_THE DATA_
* * *

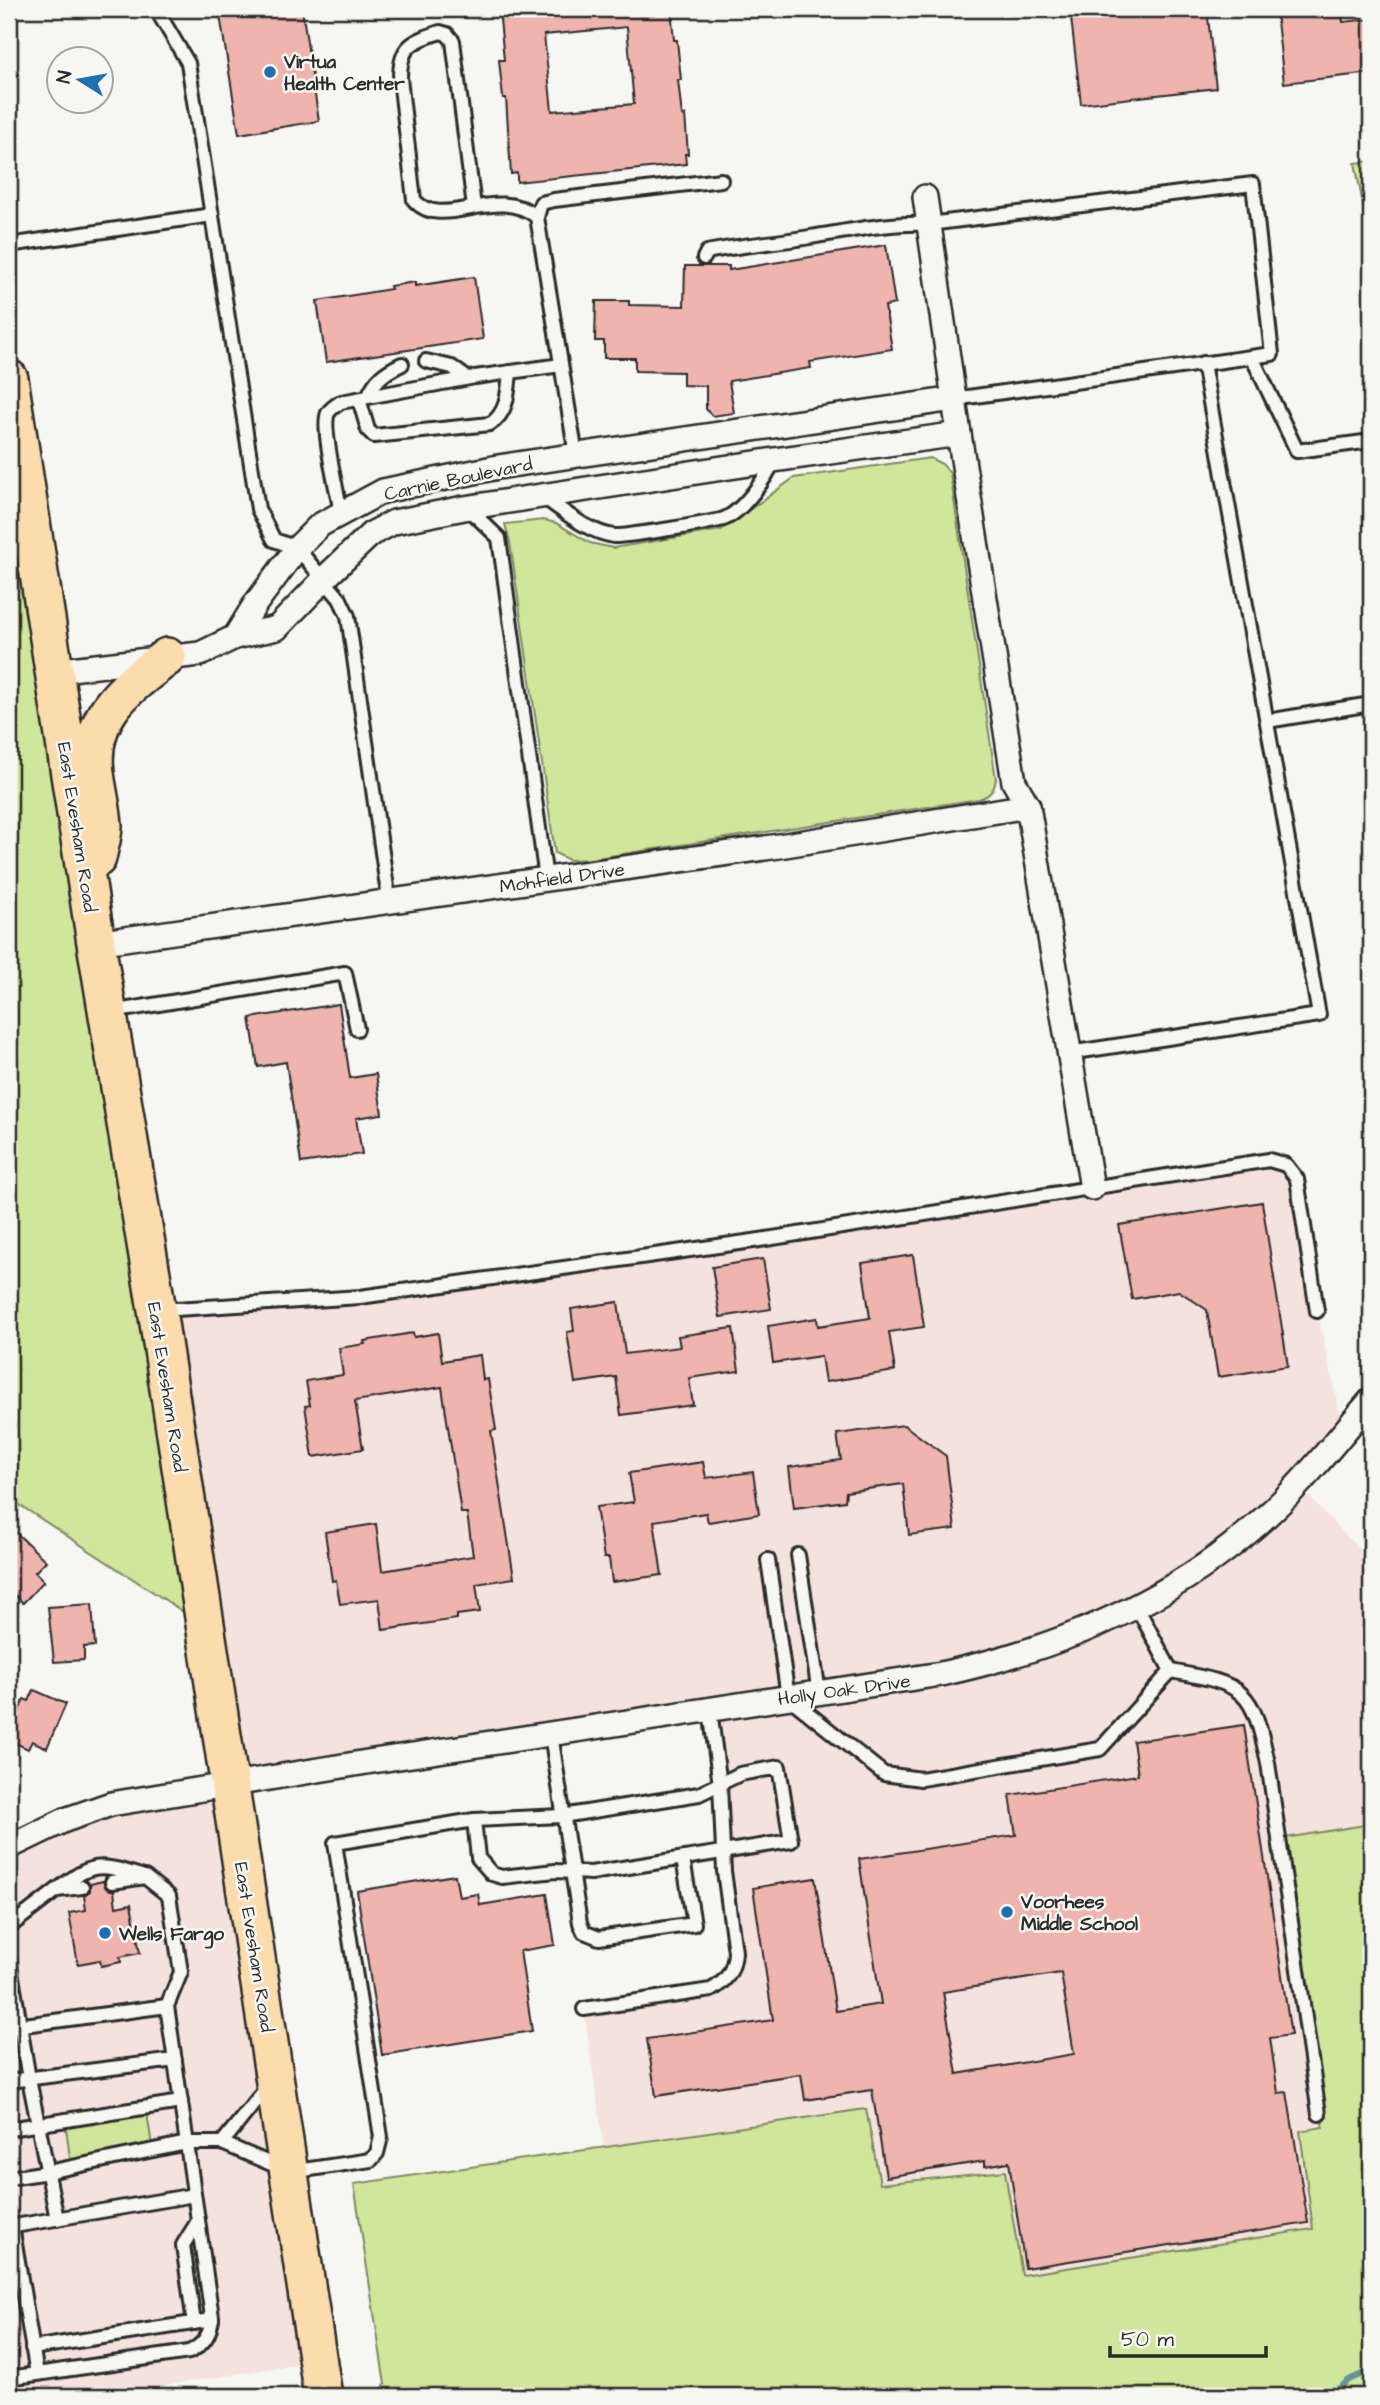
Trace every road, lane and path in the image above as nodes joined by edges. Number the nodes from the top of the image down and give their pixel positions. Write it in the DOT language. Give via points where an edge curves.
graph roads {
  1 [pos="156,9"];
  2 [pos="721,180"];
  3 [pos="925,197"];
  4 [pos="474,207"];
  5 [pos="212,215"];
  6 [pos="537,217"];
  7 [pos="929,224"];
  8 [pos="9,246"];
  9 [pos="704,258"];
  10 [pos="1252,356"];
  11 [pos="426,361"];
  12 [pos="1203,363"];
  13 [pos="402,364"];
  14 [pos="561,365"];
  15 [pos="510,372"];
  16 [pos="467,378"];
  17 [pos="9,379"];
  18 [pos="364,398"];
  19 [pos="954,399"];
  20 [pos="774,426"];
  21 [pos="959,434"];
  22 [pos="1371,441"];
  23 [pos="14,452"];
  24 [pos="576,455"];
  25 [pos="777,459"];
  26 [pos="581,492"];
  27 [pos="542,497"];
  28 [pos="464,508"];
  29 [pos="341,513"];
  30 [pos="297,548"];
  31 [pos="323,580"];
  32 [pos="235,638"];
  33 [pos="167,657"];
  34 [pos="53,671"];
  35 [pos="1371,704"];
  36 [pos="1267,721"];
  37 [pos="1028,806"];
  38 [pos="546,879"];
  39 [pos="89,900"];
  40 [pos="390,901"];
  41 [pos="96,943"];
  42 [pos="107,1013"];
  43 [pos="357,1029"];
  44 [pos="1069,1053"];
  45 [pos="1092,1188"];
  46 [pos="157,1310"];
  47 [pos="1317,1311"];
  48 [pos="1371,1400"];
  49 [pos="798,1555"];
  50 [pos="768,1560"];
  51 [pos="1137,1607"];
  52 [pos="1171,1671"];
  53 [pos="819,1693"];
  54 [pos="788,1697"];
  55 [pos="710,1710"];
  56 [pos="551,1734"];
  57 [pos="230,1784"];
  58 [pos="720,1785"];
  59 [pos="562,1816"];
  60 [pos="474,1820"];
  61 [pos="9,1847"];
  62 [pos="723,1853"];
  63 [pos="683,1859"];
  64 [pos="572,1872"];
  65 [pos="145,1877"];
  66 [pos="112,1882"];
  67 [pos="82,1887"];
  68 [pos="57,1890"];
  69 [pos="9,1927"];
  70 [pos="9,1964"];
  71 [pos="167,2006"];
  72 [pos="584,2009"];
  73 [pos="14,2026"];
  74 [pos="175,2060"];
  75 [pos="275,2078"];
  76 [pos="29,2079"];
  77 [pos="9,2081"];
  78 [pos="181,2102"];
  79 [pos="1319,2114"];
  80 [pos="38,2124"];
  81 [pos="9,2129"];
  82 [pos="187,2143"];
  83 [pos="222,2143"];
  84 [pos="48,2172"];
  85 [pos="290,2172"];
  86 [pos="9,2178"];
  87 [pos="194,2195"];
  88 [pos="57,2219"];
  89 [pos="198,2221"];
  90 [pos="10,2227"];
  91 [pos="212,2320"];
  92 [pos="194,2323"];
  93 [pos="32,2348"];
  94 [pos="37,2374"];
  95 [pos="9,2378"];
  96 [pos="323,2396"];
  1 -- 5 [label="lane" via="188,63"];
  2 -- 6 [label="lane" via="554,200 541,203"];
  3 -- 7 [label="street"];
  4 -- 4 [label="lane" via="437,212 421,209 414,200 400,58 406,48 440,32 453,41"];
  4 -- 6 [label="lane" via="515,205"];
  5 -- 8 [label="lane"];
  5 -- 30 [label="lane" via="258,509 274,540"];
  6 -- 14 [label="lane"];
  7 -- 9 [label="lane" via="868,227 739,246 706,252"];
  7 -- 10 [label="lane" via="1253,184 1272,354"];
  7 -- 19 [label="street"];
  10 -- 12 [label="lane"];
  10 -- 22 [label="lane" via="1297,451"];
  11 -- 16 [label="lane"];
  12 -- 19 [label="lane"];
  12 -- 36 [label="lane"];
  13 -- 18 [label="lane" via="385,372"];
  14 -- 15 [label="lane"];
  14 -- 24 [label="lane"];
  15 -- 16 [label="lane"];
  15 -- 18 [label="lane" via="506,403 490,424 374,436 368,430"];
  16 -- 18 [label="lane"];
  17 -- 23 [label="main road, East Evesham Road"];
  18 -- 29 [label="lane" via="341,402 327,415"];
  19 -- 20 [label="street, Carnie Boulevard"];
  19 -- 21 [label="street"];
  20 -- 24 [label="street, Carnie Boulevard"];
  20 -- 25 [label="street"];
  21 -- 25 [label="street, Carnie Boulevard"];
  21 -- 37 [label="street" via="1014,782"];
  23 -- 34 [label="main road, East Evesham Road"];
  24 -- 26 [label="street"];
  24 -- 29 [label="street, Carnie Boulevard" via="383,491"];
  25 -- 26 [label="street, Carnie Boulevard"];
  25 -- 27 [label="lane" via="749,497 725,519 616,536 589,527"];
  26 -- 27 [label="street, Carnie Boulevard"];
  27 -- 28 [label="street, Carnie Boulevard"];
  28 -- 31 [label="street, Carnie Boulevard" via="394,522 371,534"];
  28 -- 38 [label="lane" via="499,538"];
  29 -- 30 [label="street, Carnie Boulevard" via="320,525"];
  30 -- 31 [label="lane"];
  30 -- 32 [label="street, Carnie Boulevard"];
  31 -- 32 [label="street, Carnie Boulevard" via="277,628"];
  31 -- 40 [label="lane" via="348,616"];
  32 -- 33 [label="street, Carnie Boulevard" via="200,654"];
  33 -- 34 [label="street, Carnie Boulevard"];
  33 -- 39 [label="main road" via="131,684 100,724 94,759 103,829"];
  34 -- 39 [label="main road, East Evesham Road"];
  35 -- 36 [label="lane"];
  36 -- 44 [label="lane" via="1319,1015"];
  37 -- 38 [label="street, Mohfield Drive"];
  37 -- 44 [label="street"];
  38 -- 40 [label="street, Mohfield Drive"];
  39 -- 41 [label="main road, East Evesham Road"];
  40 -- 41 [label="street, Mohfield Drive"];
  41 -- 42 [label="main road, East Evesham Road"];
  42 -- 43 [label="lane" via="345,973"];
  42 -- 46 [label="main road, East Evesham Road"];
  44 -- 45 [label="street"];
  45 -- 46 [label="lane" via="360,1297"];
  45 -- 47 [label="lane" via="1269,1160 1284,1163 1298,1182"];
  46 -- 57 [label="main road, East Evesham Road"];
  48 -- 51 [label="street, Holly Oak Drive" via="1276,1507 1219,1557"];
  49 -- 53 [label="lane"];
  50 -- 54 [label="lane"];
  51 -- 52 [label="lane"];
  51 -- 53 [label="street, Holly Oak Drive" via="1056,1642 983,1665"];
  52 -- 54 [label="lane" via="1100,1749 920,1779 884,1774"];
  52 -- 79 [label="lane" via="1233,1687 1249,1701 1258,1720"];
  53 -- 54 [label="street, Holly Oak Drive"];
  54 -- 55 [label="street, Holly Oak Drive"];
  55 -- 56 [label="street, Holly Oak Drive"];
  55 -- 58 [label="lane"];
  56 -- 57 [label="street, Holly Oak Drive"];
  56 -- 59 [label="lane"];
  57 -- 61 [label="street, Holly Oak Drive" via="111,1804"];
  57 -- 75 [label="main road, East Evesham Road"];
  58 -- 59 [label="lane" via="699,1794"];
  58 -- 62 [label="lane"];
  58 -- 62 [label="lane" via="740,1774 779,1767 791,1841"];
  59 -- 60 [label="lane"];
  59 -- 64 [label="lane"];
  60 -- 64 [label="lane" via="478,1858 492,1874 513,1877"];
  60 -- 85 [label="lane" via="335,1843 381,2137 371,2160"];
  62 -- 63 [label="lane"];
  62 -- 72 [label="lane" via="736,1952 722,1984 711,1990"];
  63 -- 64 [label="lane" via="591,1874"];
  63 -- 64 [label="lane" via="694,1924 599,1938 582,1928"];
  65 -- 66 [label="lane"];
  65 -- 68 [label="lane" via="110,1866 81,1871"];
  65 -- 71 [label="lane" via="169,1896 181,1972"];
  67 -- 68 [label="lane"];
  68 -- 69 [label="lane"];
  70 -- 73 [label="lane"];
  71 -- 73 [label="lane"];
  71 -- 74 [label="lane"];
  73 -- 76 [label="lane"];
  74 -- 76 [label="lane"];
  74 -- 78 [label="lane"];
  75 -- 83 [label="lane"];
  75 -- 85 [label="main road, East Evesham Road"];
  76 -- 77 [label="lane"];
  76 -- 80 [label="lane"];
  78 -- 80 [label="lane"];
  78 -- 82 [label="lane"];
  80 -- 81 [label="lane"];
  80 -- 84 [label="lane"];
  82 -- 83 [label="lane"];
  82 -- 84 [label="lane"];
  82 -- 87 [label="lane"];
  83 -- 85 [label="lane"];
  84 -- 86 [label="lane"];
  84 -- 88 [label="lane"];
  85 -- 96 [label="main road, East Evesham Road"];
  87 -- 88 [label="lane"];
  87 -- 89 [label="lane"];
  88 -- 90 [label="lane"];
  89 -- 91 [label="lane"];
  89 -- 92 [label="lane" via="183,2245"];
  90 -- 93 [label="lane"];
  91 -- 92 [label="lane"];
  91 -- 94 [label="lane" via="206,2339 189,2352"];
  92 -- 93 [label="lane"];
  93 -- 94 [label="lane"];
  94 -- 95 [label="lane"];
}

* * *

_WHAT IS EXPECTED_
Select all lines in the listing above where the word "Mohfield" appears, and show them.

_FINISHED EXERCISE_
  37 -- 38 [label="street, Mohfield Drive"];
  38 -- 40 [label="street, Mohfield Drive"];
  40 -- 41 [label="street, Mohfield Drive"];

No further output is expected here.